The night before the show was scheduled to air, Tyson went to a Harlem barber shop and made a bold request of the barber. "I asked him to cut my hair very short and then shampoo it so it would go back to its natural state," she says. "He said, 'Are you sure that's what you want?' I said, 'Yes.'"

The next morning, Tyson walked onto the set with a scarf covering her new hairstyle. Her head shielded, the actress got her makeup done and got into costume, ready to perform. She took her place on the stage and removed the scarf. Silence fell over the studio.

"You could hear a hair hit the floor," Tyson recalls.

The director was stunned. "He said, 'Cicely. You cut your hair.' I sheepishly held my head and [nodded] yes," Tyson says. "He said, 'You know, I wanted to ask you to do that, but I didn't have the nerve.'"

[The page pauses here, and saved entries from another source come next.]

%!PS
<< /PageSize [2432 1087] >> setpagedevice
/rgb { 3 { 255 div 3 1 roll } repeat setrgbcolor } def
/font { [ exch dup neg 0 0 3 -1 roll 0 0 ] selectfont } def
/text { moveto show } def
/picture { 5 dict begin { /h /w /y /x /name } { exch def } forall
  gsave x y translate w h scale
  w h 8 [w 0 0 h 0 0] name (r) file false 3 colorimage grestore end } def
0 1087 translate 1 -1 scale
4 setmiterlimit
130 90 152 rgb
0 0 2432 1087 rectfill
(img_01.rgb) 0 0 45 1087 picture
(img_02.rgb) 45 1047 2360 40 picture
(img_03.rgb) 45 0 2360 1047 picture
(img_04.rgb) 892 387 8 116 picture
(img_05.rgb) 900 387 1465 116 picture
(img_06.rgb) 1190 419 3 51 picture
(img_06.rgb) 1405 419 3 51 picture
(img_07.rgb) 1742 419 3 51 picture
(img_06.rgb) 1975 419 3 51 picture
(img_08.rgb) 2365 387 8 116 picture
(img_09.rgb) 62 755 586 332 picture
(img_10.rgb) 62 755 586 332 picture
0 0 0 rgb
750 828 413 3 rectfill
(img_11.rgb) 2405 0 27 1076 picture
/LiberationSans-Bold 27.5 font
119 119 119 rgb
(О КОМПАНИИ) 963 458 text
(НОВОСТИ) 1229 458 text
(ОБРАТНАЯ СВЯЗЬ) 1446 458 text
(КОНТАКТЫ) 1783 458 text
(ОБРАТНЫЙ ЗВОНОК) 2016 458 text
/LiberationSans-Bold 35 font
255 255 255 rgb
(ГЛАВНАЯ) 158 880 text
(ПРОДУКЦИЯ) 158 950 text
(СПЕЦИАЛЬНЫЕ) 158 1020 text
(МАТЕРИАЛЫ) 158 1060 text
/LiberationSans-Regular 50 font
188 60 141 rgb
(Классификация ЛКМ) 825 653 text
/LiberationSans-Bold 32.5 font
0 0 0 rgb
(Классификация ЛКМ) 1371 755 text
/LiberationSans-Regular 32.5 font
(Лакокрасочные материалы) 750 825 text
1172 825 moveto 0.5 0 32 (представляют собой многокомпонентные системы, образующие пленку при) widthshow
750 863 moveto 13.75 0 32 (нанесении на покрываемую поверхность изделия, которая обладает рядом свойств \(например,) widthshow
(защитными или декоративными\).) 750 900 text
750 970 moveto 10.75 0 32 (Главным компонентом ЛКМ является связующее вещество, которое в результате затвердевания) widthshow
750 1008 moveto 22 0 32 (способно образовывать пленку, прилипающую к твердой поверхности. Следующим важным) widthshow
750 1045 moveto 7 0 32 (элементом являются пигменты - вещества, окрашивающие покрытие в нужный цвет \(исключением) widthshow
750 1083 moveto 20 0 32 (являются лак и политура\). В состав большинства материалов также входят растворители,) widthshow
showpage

Shortly after appearing on live TV with her new haircut, Tyson was asked to audition for the series "East Side/West Side." She landed the part of secretary Jane Foster, and kept the natural, short style. "That is what created the natural hair craze," Tyson says. "I got letters from hairdressers all over the country telling me that I was affecting their business because their clients were having their hair cut off so they could 'wear it like the girl on television.'"

Tyson caused a stir a few years later when she donned cornrows for her role in the 1972 film Sounder. "I knew during that period that women in the South cornrowed their hair, so I said that Rebecca would wear her hair in that manner," she says simply.

She may have sparked a movement, but Tyson hadn't intended to be at the center of such a style statement. "Every time I changed a hairdo, it had not to do with me," she says. "It had to do with authenticating the character that I was playing."